**What you need to do:** What lines in the records below contain the string "Dahlia"? Copy every one.

**Data entries:**
Start of Block
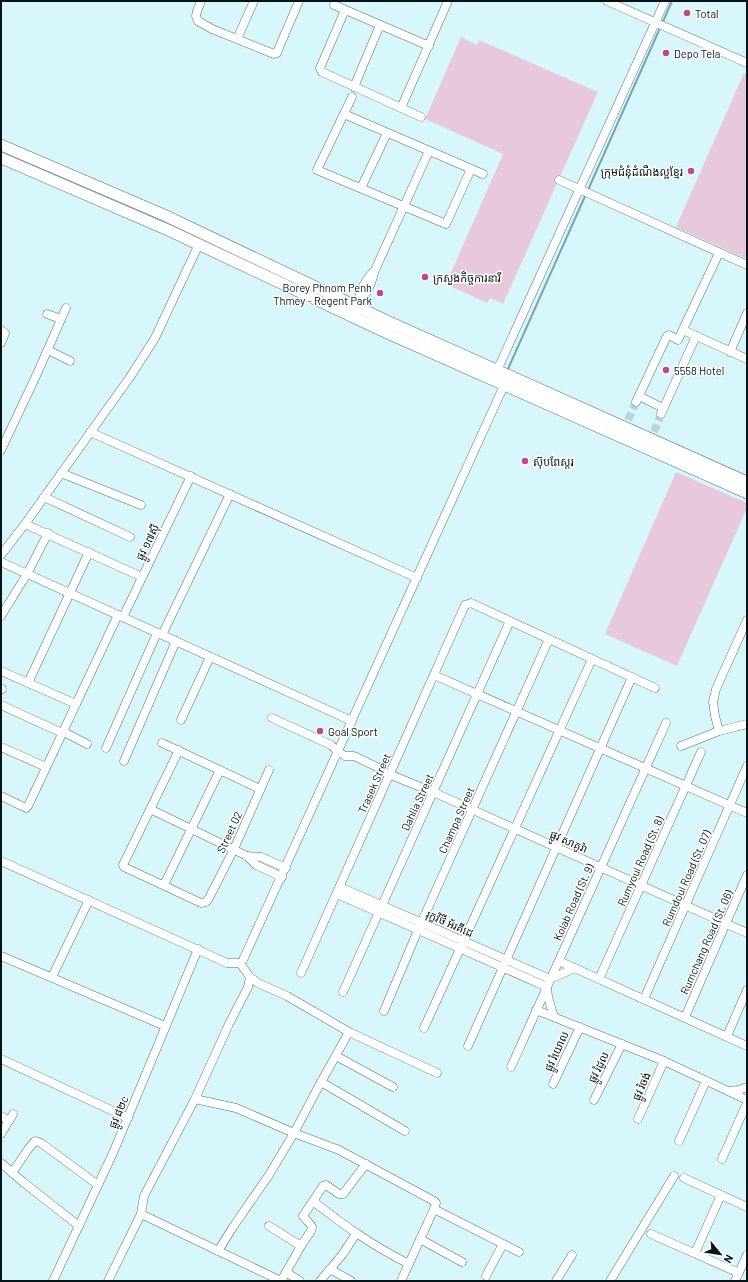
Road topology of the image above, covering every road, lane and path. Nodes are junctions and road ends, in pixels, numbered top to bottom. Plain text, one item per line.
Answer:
1 (201, 1) edge
2 (254, 1) edge
3 (299, 1) edge
4 (448, 1) edge
5 (606, 1) edge
6 (665, 1) edge
7 (334, 5) dead end
8 (345, 10) junction
9 (657, 23) junction
10 (380, 25) junction
11 (237, 39) junction
12 (429, 46) junction
13 (747, 63) edge
14 (354, 87) junction
15 (352, 97) dead end
16 (401, 108) junction
17 (344, 114) junction
18 (421, 117) dead end
19 (387, 132) junction
20 (1, 145) edge
21 (429, 151) junction
22 (1, 158) edge
23 (471, 169) junction
24 (483, 174) dead end
25 (559, 180) dead end
26 (361, 188) junction
27 (579, 190) junction
28 (404, 206) junction
29 (199, 244) junction
30 (719, 252) junction
31 (747, 265) edge
32 (66, 308) dead end
33 (355, 312) junction
34 (747, 313) edge
35 (47, 314) dead end
36 (61, 319) junction
37 (1, 330) edge
38 (684, 330) junction
39 (696, 336) junction
40 (678, 340) junction
41 (1, 343) edge
42 (691, 346) junction
43 (48, 350) junction
44 (730, 352) junction
45 (747, 360) edge
46 (70, 361) dead end
47 (495, 375) junction
48 (506, 380) junction
49 (90, 432) junction
50 (650, 440) junction
51 (1, 450) edge
52 (61, 473) junction
53 (191, 476) junction
54 (747, 482) edge
55 (747, 493) edge
56 (230, 494) junction
57 (44, 497) junction
58 (141, 505) dead end
59 (25, 524) junction
60 (48, 533) junction
61 (130, 537) dead end
62 (89, 552) junction
63 (1, 555) edge
64 (1, 562) edge
65 (27, 574) junction
66 (142, 576) junction
67 (417, 578) junction
68 (69, 593) junction
69 (1, 616) edge
70 (120, 616) junction
71 (747, 620) edge
72 (510, 622) junction
73 (160, 634) junction
74 (549, 639) junction
75 (176, 641) junction
76 (210, 657) junction
77 (592, 659) junction
78 (1, 671) edge
79 (434, 675) junction
80 (632, 677) junction
81 (28, 683) junction
82 (655, 688) dead end
83 (477, 694) junction
84 (76, 704) junction
85 (1, 705) edge
86 (516, 711) junction
87 (272, 718) dead end
88 (181, 720) dead end
89 (352, 721) junction
90 (666, 724) dead end
91 (747, 724) edge
92 (719, 730) junction
93 (560, 731) junction
94 (63, 732) junction
95 (162, 742) dead end
96 (87, 744) dead end
97 (682, 746) dead end
98 (1, 747) edge
99 (106, 748) dead end
100 (601, 749) junction
101 (179, 750) junction
102 (701, 752) dead end
103 (345, 756) junction
104 (124, 761) dead end
105 (747, 766) edge
106 (46, 767) junction
107 (646, 768) junction
108 (220, 770) junction
109 (269, 770) dead end
110 (390, 774) junction
111 (686, 786) junction
112 (260, 789) junction
113 (433, 792) junction
114 (1, 796) edge
115 (730, 805) junction
116 (150, 808) junction
117 (472, 810) junction
118 (747, 813) edge
119 (192, 828) junction
120 (515, 828) junction
121 (557, 848) junction
122 (234, 849) junction
123 (247, 856) junction
124 (2, 863) edge
125 (601, 867) junction
126 (286, 868) junction
127 (747, 875) edge
128 (282, 877) junction
129 (164, 885) junction
130 (641, 885) junction
131 (338, 890) junction
132 (89, 900) junction
133 (686, 905) junction
134 (380, 909) junction
135 (726, 923) junction
136 (420, 926) junction
137 (747, 933) edge
138 (462, 945) junction
139 (198, 949) junction
140 (1, 956) edge
141 (559, 961) junction
142 (240, 963) junction
143 (505, 964) junction
144 (575, 968) junction
145 (301, 973) dead end
146 (52, 977) junction
147 (250, 977) junction
148 (599, 979) junction
149 (549, 983) junction
150 (747, 990) edge
151 (343, 992) dead end
152 (644, 999) junction
153 (536, 1010) junction
154 (384, 1011) dead end
155 (554, 1017) junction
156 (685, 1017) junction
157 (165, 1026) junction
158 (580, 1027) junction
159 (424, 1028) dead end
160 (350, 1032) junction
161 (727, 1036) junction
162 (622, 1044) junction
163 (468, 1046) dead end
164 (747, 1046) edge
165 (336, 1056) junction
166 (1, 1059) edge
167 (664, 1061) junction
168 (511, 1067) dead end
169 (437, 1073) dead end
170 (706, 1081) junction
171 (321, 1082) junction
172 (553, 1084) dead end
173 (393, 1087) dead end
174 (747, 1087) edge
175 (728, 1091) junction
176 (196, 1099) junction
177 (594, 1100) dead end
178 (747, 1101) edge
179 (1, 1116) edge
180 (128, 1118) junction
181 (638, 1119) dead end
182 (405, 1131) dead end
183 (294, 1133) junction
184 (1, 1134) edge
185 (679, 1140) dead end
186 (722, 1159) dead end
187 (1, 1163) edge
188 (366, 1164) junction
189 (12, 1173) junction
190 (674, 1176) dead end
191 (684, 1178) dead end
192 (98, 1185) junction
193 (721, 1195) junction
194 (314, 1202) junction
195 (747, 1207) edge
196 (434, 1209) junction
197 (141, 1214) junction
198 (79, 1226) junction
199 (269, 1226) dead end
200 (356, 1234) junction
201 (651, 1234) dead end
202 (420, 1239) junction
203 (503, 1244) junction
204 (301, 1246) junction
205 (218, 1251) junction
206 (518, 1252) dead end
207 (695, 1253) junction
208 (572, 1255) dead end
209 (746, 1259) edge
210 (462, 1262) dead end
211 (409, 1264) junction
212 (330, 1269) junction
213 (286, 1272) junction
214 (486, 1276) dead end
215 (737, 1277) edge
216 (53, 1281) edge
217 (108, 1281) edge
218 (300, 1281) edge
219 (320, 1281) edge
220 (351, 1281) edge
221 (401, 1281) edge
222 (556, 1281) edge
223 (610, 1281) edge

1 - 11 street
2 - 11 street
3 - 11 street
4 - 12 street
5 - 9 street
6 - 9 street
7 - 8 street
8 - 10 street
8 - 14 street
9 - 13 street
9 - 27 street
10 - 12 street
10 - 14 street
12 - 16 street
14 - 16 street
15 - 17 street
16 - 18 street
17 - 19 street
17 - 26 street
19 - 21 street
19 - 26 street
20 - 33 main road
21 - 23 street
21 - 28 street
22 - 29 main road
23 - 24 street
23 - 28 street
25 - 27 street
26 - 28 street
27 - 30 street
27 - 47 street
28 - 33 street
29 - 33 main road
29 - 49 street
30 - 31 street
30 - 38 street
32 - 36 street
33 - 47 main road
34 - 44 street
35 - 36 street
36 - 43 street
37 - 41 street
38 - 39 street
38 - 40 street
39 - 42 street
39 - 44 street
40 - 42 street
40 - 42 street
43 - 46 street
43 - 51 street
44 - 45 street
47 - 48 main road
48 - 50 main road
48 - 50 main road
48 - 67 street
49 - 52 street
49 - 53 street
50 - 54 main road
50 - 55 main road
52 - 57 street
52 - 58 street
53 - 56 street
53 - 66 street, ផ្លូវ ១៧ស៊ី
56 - 67 street
56 - 73 street
57 - 59 street
57 - 61 street
59 - 60 street
59 - 63 street
60 - 62 street
60 - 65 street
62 - 66 street
62 - 68 street
64 - 65 street
65 - 68 street
65 - 69 street
66 - 70 street, ផ្លូវ ១៧ស៊ី
67 - 89 street
68 - 70 street
68 - 81 street
70 - 73 street
70 - 84 street, ផ្លូវ ១៧ស៊ី
71 - 92 street
72 - 74 street
72 - 79 street, Trasek Street
72 - 83 street, Dahlia Street
73 - 75 street
73 - 99 street
74 - 77 street
74 - 86 street, Champa Street
75 - 76 street
75 - 104 street
76 - 88 street
76 - 89 street
77 - 80 street
77 - 93 street
78 - 81 street
79 - 83 street
79 - 110 street, Trasek Street
80 - 82 street
80 - 100 street
81 - 84 street
83 - 86 street
83 - 113 street, Dahlia Street
84 - 94 street, ផ្លូវ ១៧ស៊ី
85 - 94 street
86 - 93 street
86 - 117 street, Champa Street
87 - 103 street, ផ្លូវ សាគូរ៉ា
89 - 103 street
90 - 107 street, Kolab Road (St. 9)
91 - 92 street
92 - 97 street
93 - 100 street
93 - 120 street
94 - 96 street
94 - 106 street, ផ្លូវ ១៧ស៊ី
95 - 101 street
98 - 106 street
100 - 107 street
100 - 121 street
101 - 108 street
101 - 116 street
102 - 111 street, Rumyoul Road (St. 8)
103 - 110 street, ផ្លូវ សាគូរ៉ា
103 - 126 street
105 - 115 street, Rumdoul Road (St. 07)
106 - 114 street, ផ្លូវ ១៧ស៊ី
107 - 111 street
107 - 125 street, Kolab Road (St. 9)
108 - 112 street
108 - 119 street
109 - 112 street, Street 02
110 - 113 street, ផ្លូវ សាគូរ៉ា
110 - 131 street, Trasek Street
111 - 115 street
111 - 130 street, Rumyoul Road (St. 8)
112 - 122 street, Street 02
113 - 117 street, ផ្លូវ សាគូរ៉ា
113 - 134 street, Dahlia Street
115 - 118 street
115 - 133 street, Rumdoul Road (St. 07)
116 - 119 street
116 - 129 street
117 - 120 street, ផ្លូវ សាគូរ៉ា
117 - 136 street, Champa Street
119 - 122 street
119 - 129 street
120 - 121 street, ផ្លូវ សាគូរ៉ា
120 - 138 street
121 - 125 street, ផ្លូវ សាគូរ៉ា
121 - 143 street
122 - 123 street
122 - 129 street, Street 02
123 - 126 street
123 - 128 street
124 - 132 street
125 - 130 street, ផ្លូវ សាគូរ៉ា
125 - 141 street, Kolab Road (St. 9)
126 - 128 street
127 - 135 street, Rumchang Road (St. 06)
128 - 142 street
130 - 133 street, ផ្លូវ សាគូរ៉ា
130 - 148 street, Rumyoul Road (St. 8)
131 - 134 street, រុក្ខវិថី អ័រគីដេ
131 - 145 street, Trasek Street
132 - 139 street
132 - 146 street
133 - 135 street, ផ្លូវ សាគូរ៉ា
133 - 152 street, Rumdoul Road (St. 07)
134 - 136 street, រុក្ខវិថី អ័រគីដេ
134 - 151 street, Dahlia Street
135 - 137 street, ផ្លូវ សាគូរ៉ា
135 - 156 street, Rumchang Road (St. 06)
136 - 138 street, រុក្ខវិថី អ័រគីដេ
136 - 154 street, Champa Street
138 - 143 street, រុក្ខវិថី អ័រគីដេ
138 - 159 street
139 - 142 street
139 - 157 street, ផ្លូវ ៨២c
140 - 146 street
141 - 144 street
141 - 149 street, Kolab Road (St. 9)
142 - 147 street
143 - 149 street, រុក្ខវិថី អ័រគីដេ
143 - 163 street
144 - 148 street
144 - 149 street
146 - 157 street
147 - 160 street
147 - 176 street
148 - 152 street
149 - 153 street, Kolab Road (St. 9)
149 - 155 street
150 - 161 street
152 - 156 street
153 - 155 street
153 - 168 street, Kolab Road (St. 9)
155 - 158 street
156 - 161 street
157 - 180 street, ផ្លូវ ៨២c
158 - 162 street
158 - 172 street, ផ្លូវ រំយោល
160 - 165 street
160 - 169 street
161 - 164 street
162 - 167 street
162 - 177 street, ផ្លូវ រំដូល
165 - 171 street
165 - 173 street
166 - 180 street
167 - 170 street
167 - 181 street, ផ្លូវ រំចង់
170 - 175 street
170 - 185 street
171 - 182 street
171 - 183 street
174 - 175 street
175 - 178 street
176 - 183 street
176 - 197 street
178 - 186 street
179 - 184 street
180 - 192 street, ផ្លូវ ៨២c
183 - 188 street
183 - 205 street
187 - 189 street
188 - 194 street
188 - 196 street
189 - 192 street
189 - 198 street
190 - 223 street
191 - 193 street
192 - 198 street, ផ្លូវ ៨២c
193 - 195 street
193 - 207 street
194 - 200 street
194 - 204 street
196 - 202 street
196 - 203 street
197 - 205 street
197 - 217 street
198 - 216 street, ផ្លូវ ៨២c
199 - 204 street
200 - 211 street
200 - 212 street
201 - 207 street
202 - 210 street
202 - 211 street
203 - 206 street
203 - 214 street
204 - 213 street
205 - 213 street
207 - 215 street
208 - 222 street
209 - 215 street
211 - 221 street
212 - 219 street
212 - 220 street
213 - 218 street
End of Block
**Exercise solution:**
72 - 83 street, Dahlia Street
83 - 113 street, Dahlia Street
113 - 134 street, Dahlia Street
134 - 151 street, Dahlia Street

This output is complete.